START Records to use

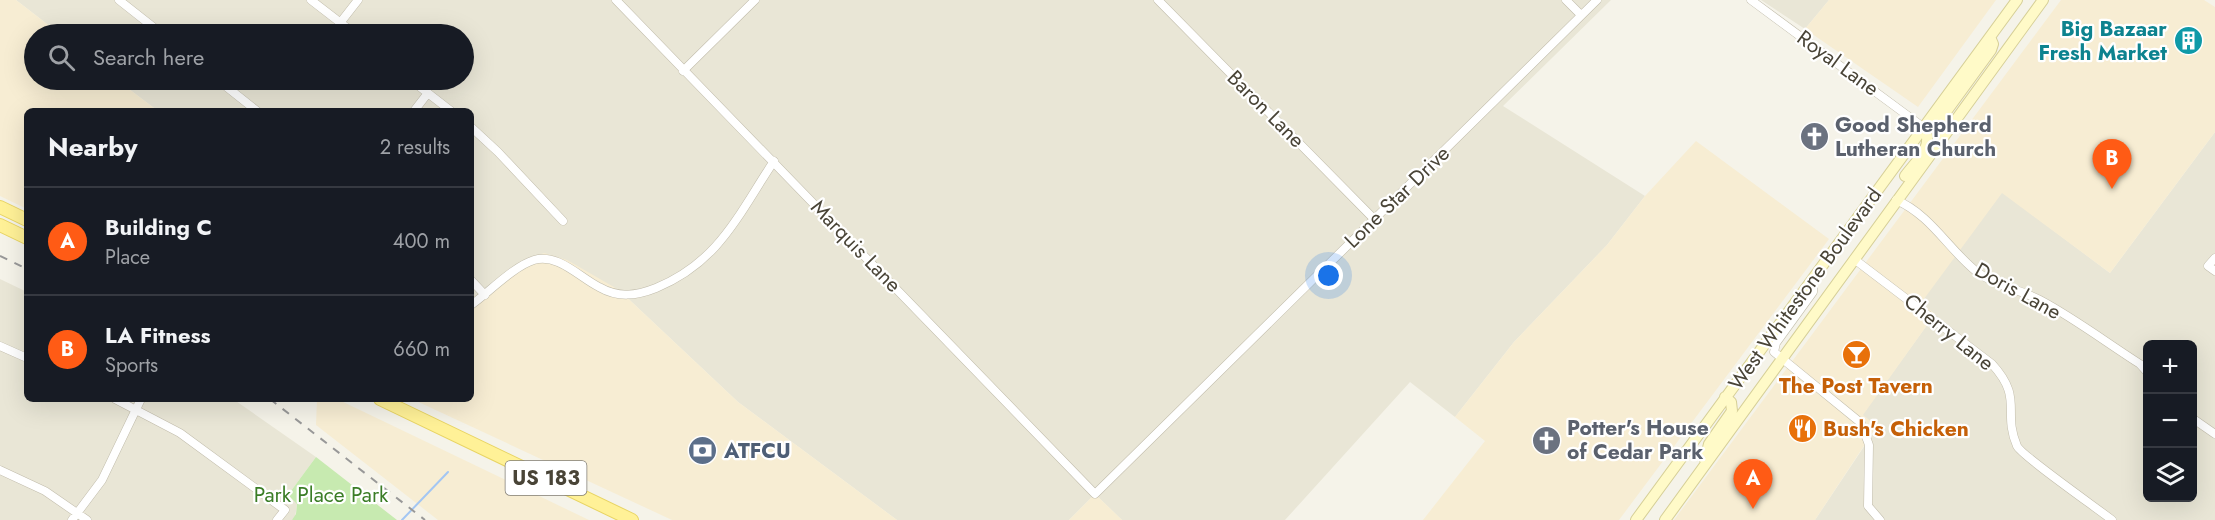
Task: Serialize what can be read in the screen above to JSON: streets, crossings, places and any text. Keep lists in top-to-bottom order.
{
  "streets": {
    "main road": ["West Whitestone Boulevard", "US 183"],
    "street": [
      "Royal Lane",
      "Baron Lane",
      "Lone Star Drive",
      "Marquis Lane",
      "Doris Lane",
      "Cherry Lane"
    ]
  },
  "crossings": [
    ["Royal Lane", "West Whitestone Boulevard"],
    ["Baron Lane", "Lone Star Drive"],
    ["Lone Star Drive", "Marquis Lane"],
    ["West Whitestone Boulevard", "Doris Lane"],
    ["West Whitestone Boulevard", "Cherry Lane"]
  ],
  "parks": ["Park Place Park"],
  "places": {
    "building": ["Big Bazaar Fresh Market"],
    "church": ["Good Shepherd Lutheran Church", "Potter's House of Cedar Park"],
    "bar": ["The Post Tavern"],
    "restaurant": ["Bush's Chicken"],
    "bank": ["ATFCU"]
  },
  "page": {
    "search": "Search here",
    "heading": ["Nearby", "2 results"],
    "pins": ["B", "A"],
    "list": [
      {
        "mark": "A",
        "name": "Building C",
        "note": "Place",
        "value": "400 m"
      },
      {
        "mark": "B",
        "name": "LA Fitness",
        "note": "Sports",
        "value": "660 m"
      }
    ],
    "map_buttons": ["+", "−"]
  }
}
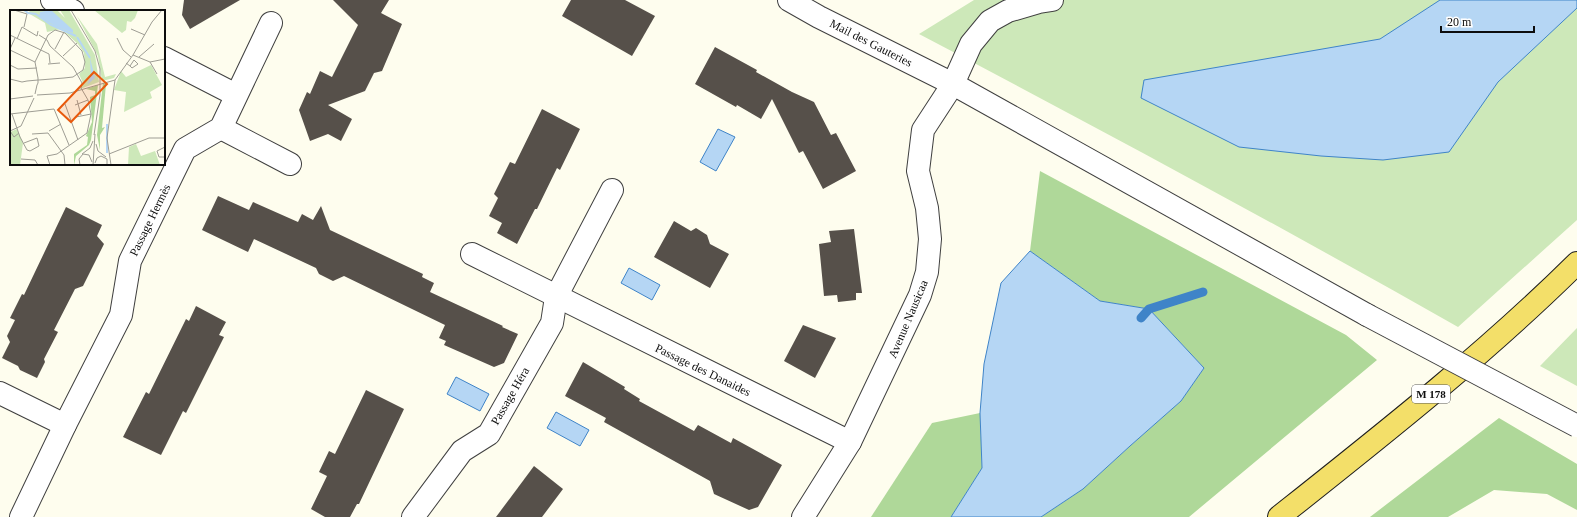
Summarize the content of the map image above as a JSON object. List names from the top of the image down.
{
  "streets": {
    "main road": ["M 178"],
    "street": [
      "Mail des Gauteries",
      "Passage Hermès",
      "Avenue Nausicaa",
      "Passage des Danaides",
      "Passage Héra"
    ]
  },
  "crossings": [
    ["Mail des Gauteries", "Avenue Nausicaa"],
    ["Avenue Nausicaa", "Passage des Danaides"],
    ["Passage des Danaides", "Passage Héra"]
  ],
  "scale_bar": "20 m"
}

END Records to use

### Exercise
Retype exactly, please, only the lines of the entries that run from the one containing "Summarize the content" to the last.

### Solved problem
Summarize the content of the map image above as a JSON object. List names from the top of the image down.
{
  "streets": {
    "main road": ["M 178"],
    "street": [
      "Mail des Gauteries",
      "Passage Hermès",
      "Avenue Nausicaa",
      "Passage des Danaides",
      "Passage Héra"
    ]
  },
  "crossings": [
    ["Mail des Gauteries", "Avenue Nausicaa"],
    ["Avenue Nausicaa", "Passage des Danaides"],
    ["Passage des Danaides", "Passage Héra"]
  ],
  "scale_bar": "20 m"
}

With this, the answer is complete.